Nope, nothing jumps out there other than the fact there seems to be usage that isn't accounted for.

I just know that at boot a bunch of things run that can take some time to complete. But I would normally have expected that to complete well within 25mins.

Is there anything logged when the usage goes back down to base levels?

LPD7

@stephenw10 When you say logged do you mean the output using the Top -HaSP command?

I just ran the command and included the output below, cpu % at this time was 6%.

LPD7

@stephenw10 Can you tell me why when I run commands in the SSH shell why I get permission denied? I am playing around to get familiar/comfortable with using the shell to troubleshoot and tried the pftop command which is supposed to run from the shell and i get the permission denied response. I do recall reading somewhere that anyone other than "admin" can only run a subset of commands and the rest are reserved for the admin.

Update: I re enabled the admin account and am able to get to the enhanced shell. I am reluctant to keep the admin account active and I think doing so contradicts suggestions regarding securing PFS. But since only lan devices can access the box via ssh I am less concerned for now. I think it would be a good idea to see users who are configured as admins to have functionality somewhere in the middle so there is a balance between security and functionality.

stephenw10

@LPD7 said in Puzzling CPU Usage:

When you say logged do you mean the output using the Top -HaSP command?

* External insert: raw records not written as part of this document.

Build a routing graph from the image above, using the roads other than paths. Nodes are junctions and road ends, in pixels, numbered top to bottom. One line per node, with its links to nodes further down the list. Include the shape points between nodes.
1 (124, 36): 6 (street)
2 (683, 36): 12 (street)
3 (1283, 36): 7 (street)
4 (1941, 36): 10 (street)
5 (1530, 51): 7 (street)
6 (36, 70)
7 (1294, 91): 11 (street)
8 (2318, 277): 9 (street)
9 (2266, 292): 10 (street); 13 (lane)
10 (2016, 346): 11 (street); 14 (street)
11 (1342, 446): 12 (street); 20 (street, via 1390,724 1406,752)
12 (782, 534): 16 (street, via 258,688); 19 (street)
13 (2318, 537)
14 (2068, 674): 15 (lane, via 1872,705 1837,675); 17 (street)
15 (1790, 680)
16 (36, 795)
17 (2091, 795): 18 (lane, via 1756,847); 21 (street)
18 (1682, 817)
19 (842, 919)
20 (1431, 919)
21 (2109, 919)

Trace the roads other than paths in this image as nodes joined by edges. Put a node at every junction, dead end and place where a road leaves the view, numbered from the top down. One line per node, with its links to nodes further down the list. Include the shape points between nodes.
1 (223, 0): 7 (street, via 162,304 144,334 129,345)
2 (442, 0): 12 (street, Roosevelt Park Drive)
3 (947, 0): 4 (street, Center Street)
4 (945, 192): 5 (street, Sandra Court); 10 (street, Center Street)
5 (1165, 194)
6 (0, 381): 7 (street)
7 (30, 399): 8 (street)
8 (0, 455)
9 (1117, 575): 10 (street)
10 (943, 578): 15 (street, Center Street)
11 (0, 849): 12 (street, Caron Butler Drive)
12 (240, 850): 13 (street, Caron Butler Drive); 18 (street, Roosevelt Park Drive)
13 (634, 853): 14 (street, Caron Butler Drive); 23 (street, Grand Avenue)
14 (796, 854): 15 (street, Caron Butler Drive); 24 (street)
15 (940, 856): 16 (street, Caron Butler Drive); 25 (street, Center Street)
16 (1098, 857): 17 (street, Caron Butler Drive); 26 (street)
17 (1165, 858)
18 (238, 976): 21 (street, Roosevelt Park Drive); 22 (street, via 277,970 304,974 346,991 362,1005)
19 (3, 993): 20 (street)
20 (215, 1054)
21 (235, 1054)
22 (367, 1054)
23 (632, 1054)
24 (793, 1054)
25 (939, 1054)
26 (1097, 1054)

No I mean in the system log. If something finishes or exits it may log something there.

@LPD7 said in Puzzling CPU Usage:

Can you tell me why when I run commands in the SSH shell why I get permission denied?

Yup it's probably because you weren't logged in as root/admin.

LPD7

@stephenw10 How far back do you want to see for the log? I have about 15 pages and a lot of that is "exiting on signal" and "now monitoring attacks" messages. Also would that be from the System>General tab?

Update: I have included the pages that had details other than "exiting on signal" and "now monitoring attacks" messages from the System>General tab as there arent as many. I sometimes see the PID message 16962 about a memory issue but havent dove into this yet. Hope this helps. PS...When you see "attack" messages these are from my failed login attempts.